The breadth of songwriting is incredibly vast in the new cd, from the opening ballad “Raining” about a man trapped in his house in a rainstorm and forced to reflect on his life, to the haunting title track “Coyote’s Dream”, a sort of neo-Luddite dream in which “all the lights went out, like something in the Bible was going down…”, to the Woody Guthrie ballad “1913 Massacre” learned from his pal Ramblin’ Jack Elliott.
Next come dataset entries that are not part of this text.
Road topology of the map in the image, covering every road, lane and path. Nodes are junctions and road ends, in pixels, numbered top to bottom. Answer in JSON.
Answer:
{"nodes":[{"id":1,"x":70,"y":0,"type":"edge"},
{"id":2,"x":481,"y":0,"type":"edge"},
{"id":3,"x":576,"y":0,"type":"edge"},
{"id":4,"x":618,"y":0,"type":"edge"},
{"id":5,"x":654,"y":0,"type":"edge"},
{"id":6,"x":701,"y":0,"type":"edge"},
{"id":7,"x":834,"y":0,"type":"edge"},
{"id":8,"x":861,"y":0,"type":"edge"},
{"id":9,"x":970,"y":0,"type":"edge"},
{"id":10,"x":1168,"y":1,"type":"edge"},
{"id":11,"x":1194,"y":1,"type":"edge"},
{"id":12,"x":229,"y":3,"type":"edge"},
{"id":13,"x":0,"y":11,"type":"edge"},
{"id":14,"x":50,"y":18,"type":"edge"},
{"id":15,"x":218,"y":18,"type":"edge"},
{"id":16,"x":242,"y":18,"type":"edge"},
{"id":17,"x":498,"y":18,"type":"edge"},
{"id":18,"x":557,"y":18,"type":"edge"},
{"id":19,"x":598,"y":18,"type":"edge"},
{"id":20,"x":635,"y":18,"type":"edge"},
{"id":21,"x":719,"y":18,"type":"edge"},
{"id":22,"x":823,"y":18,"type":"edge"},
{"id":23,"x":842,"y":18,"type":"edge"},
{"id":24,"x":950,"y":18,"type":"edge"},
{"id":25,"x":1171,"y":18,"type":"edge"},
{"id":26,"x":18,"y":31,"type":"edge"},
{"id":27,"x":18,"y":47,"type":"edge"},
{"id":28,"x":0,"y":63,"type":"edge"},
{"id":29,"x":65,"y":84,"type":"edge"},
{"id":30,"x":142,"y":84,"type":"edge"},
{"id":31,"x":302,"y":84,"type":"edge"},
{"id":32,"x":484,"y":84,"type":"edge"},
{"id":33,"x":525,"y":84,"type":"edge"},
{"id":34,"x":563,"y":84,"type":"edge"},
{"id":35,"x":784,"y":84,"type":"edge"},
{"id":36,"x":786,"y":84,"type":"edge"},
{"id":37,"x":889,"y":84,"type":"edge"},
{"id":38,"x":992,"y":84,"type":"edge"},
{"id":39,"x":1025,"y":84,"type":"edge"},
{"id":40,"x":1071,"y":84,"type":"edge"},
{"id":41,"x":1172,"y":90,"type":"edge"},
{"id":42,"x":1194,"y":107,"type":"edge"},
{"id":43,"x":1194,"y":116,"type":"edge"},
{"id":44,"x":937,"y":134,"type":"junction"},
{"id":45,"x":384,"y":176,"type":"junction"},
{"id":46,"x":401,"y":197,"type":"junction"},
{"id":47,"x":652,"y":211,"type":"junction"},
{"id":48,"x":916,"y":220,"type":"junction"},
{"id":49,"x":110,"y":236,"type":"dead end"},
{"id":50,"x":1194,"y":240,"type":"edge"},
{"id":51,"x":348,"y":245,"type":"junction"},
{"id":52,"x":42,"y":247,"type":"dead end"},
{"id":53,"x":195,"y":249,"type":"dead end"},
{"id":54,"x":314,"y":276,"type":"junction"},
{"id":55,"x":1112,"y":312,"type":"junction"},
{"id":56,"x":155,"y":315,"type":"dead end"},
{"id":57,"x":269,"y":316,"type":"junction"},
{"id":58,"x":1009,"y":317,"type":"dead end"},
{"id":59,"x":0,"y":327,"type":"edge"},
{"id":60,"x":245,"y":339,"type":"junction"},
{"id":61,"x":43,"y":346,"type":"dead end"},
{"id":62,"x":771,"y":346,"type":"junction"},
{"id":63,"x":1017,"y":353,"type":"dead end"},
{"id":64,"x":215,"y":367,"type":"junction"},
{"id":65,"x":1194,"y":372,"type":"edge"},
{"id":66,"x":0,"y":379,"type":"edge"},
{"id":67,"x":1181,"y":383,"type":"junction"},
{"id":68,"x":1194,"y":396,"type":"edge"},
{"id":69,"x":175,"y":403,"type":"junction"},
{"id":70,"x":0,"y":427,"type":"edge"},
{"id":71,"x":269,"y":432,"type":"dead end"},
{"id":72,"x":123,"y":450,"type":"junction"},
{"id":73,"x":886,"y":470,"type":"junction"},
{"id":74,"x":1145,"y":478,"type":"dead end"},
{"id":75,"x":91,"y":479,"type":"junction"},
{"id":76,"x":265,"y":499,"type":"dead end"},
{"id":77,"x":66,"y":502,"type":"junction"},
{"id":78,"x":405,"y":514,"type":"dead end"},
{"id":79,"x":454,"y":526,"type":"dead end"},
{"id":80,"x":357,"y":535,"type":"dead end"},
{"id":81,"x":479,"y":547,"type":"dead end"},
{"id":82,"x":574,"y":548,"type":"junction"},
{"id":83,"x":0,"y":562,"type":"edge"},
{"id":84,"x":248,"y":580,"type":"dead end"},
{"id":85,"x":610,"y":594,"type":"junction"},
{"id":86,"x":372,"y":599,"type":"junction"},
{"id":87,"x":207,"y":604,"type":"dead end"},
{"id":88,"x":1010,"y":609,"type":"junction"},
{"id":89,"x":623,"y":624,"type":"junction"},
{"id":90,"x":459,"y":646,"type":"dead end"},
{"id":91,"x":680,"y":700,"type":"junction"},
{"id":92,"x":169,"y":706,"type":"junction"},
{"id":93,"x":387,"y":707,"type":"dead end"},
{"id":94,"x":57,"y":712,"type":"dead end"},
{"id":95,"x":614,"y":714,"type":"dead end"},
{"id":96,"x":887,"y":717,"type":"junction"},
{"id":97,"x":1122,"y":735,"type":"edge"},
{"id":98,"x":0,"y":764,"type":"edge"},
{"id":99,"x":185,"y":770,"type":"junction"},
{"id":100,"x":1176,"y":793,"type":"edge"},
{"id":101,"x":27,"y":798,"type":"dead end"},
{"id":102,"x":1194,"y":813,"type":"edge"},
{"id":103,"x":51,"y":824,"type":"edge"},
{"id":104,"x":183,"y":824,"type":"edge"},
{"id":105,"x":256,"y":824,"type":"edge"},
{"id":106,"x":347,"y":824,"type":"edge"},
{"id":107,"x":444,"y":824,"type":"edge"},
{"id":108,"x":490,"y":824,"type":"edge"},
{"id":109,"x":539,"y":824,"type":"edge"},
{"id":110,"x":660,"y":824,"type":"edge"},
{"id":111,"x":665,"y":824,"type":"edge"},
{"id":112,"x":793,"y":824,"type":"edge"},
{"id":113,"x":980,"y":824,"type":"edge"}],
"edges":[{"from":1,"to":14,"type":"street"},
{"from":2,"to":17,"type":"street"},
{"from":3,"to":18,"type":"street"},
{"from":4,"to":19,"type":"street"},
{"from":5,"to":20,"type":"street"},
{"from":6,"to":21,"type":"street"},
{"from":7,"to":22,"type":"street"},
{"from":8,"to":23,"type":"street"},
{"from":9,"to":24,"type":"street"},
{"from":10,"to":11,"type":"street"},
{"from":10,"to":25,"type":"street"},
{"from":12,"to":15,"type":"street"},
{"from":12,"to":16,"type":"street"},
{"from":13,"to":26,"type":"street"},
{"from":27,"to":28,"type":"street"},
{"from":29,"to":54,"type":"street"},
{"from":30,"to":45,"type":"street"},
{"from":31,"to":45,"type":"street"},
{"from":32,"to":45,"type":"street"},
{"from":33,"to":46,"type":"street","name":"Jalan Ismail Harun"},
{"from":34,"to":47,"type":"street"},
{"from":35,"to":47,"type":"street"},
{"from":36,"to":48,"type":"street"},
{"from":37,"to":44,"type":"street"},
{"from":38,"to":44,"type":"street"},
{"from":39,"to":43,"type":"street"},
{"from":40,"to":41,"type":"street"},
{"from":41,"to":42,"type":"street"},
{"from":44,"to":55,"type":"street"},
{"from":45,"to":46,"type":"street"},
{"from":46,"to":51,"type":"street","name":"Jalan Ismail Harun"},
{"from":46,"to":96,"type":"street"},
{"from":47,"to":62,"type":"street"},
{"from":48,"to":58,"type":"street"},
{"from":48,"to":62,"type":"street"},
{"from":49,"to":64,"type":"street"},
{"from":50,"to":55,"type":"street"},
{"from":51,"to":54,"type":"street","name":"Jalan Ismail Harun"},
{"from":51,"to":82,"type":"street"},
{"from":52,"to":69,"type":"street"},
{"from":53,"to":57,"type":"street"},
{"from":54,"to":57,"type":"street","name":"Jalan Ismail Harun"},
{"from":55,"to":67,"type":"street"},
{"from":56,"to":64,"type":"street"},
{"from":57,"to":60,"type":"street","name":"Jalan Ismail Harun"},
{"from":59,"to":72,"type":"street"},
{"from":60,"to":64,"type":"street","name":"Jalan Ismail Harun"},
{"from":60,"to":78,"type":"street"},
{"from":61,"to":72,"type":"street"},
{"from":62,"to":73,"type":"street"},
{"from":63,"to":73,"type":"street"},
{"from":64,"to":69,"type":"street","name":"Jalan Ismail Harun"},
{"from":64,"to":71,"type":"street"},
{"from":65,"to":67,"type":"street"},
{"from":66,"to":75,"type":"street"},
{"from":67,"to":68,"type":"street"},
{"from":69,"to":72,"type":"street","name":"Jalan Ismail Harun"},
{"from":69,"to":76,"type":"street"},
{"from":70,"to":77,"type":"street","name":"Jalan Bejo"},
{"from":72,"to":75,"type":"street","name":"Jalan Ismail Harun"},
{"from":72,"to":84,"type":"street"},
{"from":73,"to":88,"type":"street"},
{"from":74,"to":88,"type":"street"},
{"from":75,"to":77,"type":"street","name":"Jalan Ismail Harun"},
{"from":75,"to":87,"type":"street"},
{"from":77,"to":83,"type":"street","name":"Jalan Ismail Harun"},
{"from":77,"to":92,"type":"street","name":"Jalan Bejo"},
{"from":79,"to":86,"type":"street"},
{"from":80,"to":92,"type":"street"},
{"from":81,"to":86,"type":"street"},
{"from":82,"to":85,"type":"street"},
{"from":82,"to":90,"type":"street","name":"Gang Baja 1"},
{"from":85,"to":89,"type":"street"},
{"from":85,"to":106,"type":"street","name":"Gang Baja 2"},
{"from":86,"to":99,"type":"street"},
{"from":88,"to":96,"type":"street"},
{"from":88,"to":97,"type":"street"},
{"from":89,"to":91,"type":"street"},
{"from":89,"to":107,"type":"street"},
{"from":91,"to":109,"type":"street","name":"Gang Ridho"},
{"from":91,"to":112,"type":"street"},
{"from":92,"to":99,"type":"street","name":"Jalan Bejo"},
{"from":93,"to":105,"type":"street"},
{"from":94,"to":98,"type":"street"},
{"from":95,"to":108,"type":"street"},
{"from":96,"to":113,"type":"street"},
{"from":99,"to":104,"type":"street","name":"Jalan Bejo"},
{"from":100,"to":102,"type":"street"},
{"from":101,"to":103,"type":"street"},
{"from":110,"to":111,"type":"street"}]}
We hear the rural rumblings that have shaped Grimm’s life but we are also invited in to a bigger picture, as evident in the achingly beautiful “Slipped Away”. This foray into edgier territory gives a bigger scope to the cd and we also get the pleasure of the incredible musicianship of banjo-man Greg Cahill (of Special Consensus) and Grammy nominated mandolin player, Don Stiernberg.
Grimm is also joined on the recording by Jason Wilber, guitarist of the John Prine Band. Wilber lends his awesome talents on both electric and acoustic guitar, as well as mandolin, and he also shares the producing credit with Grimm. Ramblin’ Jack Elliott joins Tim on the rockin’ “Buffalo Skinners” (which Grimm learned from Ramblin’ Jack many years ago) and Stacy Earle sings on the sweet “Browning Mountain”, a tale of love and wonder. Pianist and guitarist Dan Lodge-Rigal plays beautifully on the recording, as he did on “Heart Land”, and bass player Todd Smith and drummer Jamie Reid round out the often lush and full sound. Tim’s wife, Jan Lucas, provides back-up vocals on a number of tracks, most notably “Heaven”, a tune of Jason Wilber’s, recorded lovingly here to close the record.
Tim Grimm is a musical storyteller and his voice evokes a “mellow Bruce Springsteen with the clarity of Johnny Cash”. His stories are rich with descriptive detail and he conveys a warmth and intimacy that draws us in. “Coyote’s Dream” is the culmination of two years of thoughtful songwriting and insightful production. He is not afraid to take his time with a few of the songs, nor is he afraid to spring to life with all the joy and energy the band has to offer. “Coyote’s Dream” is a gem.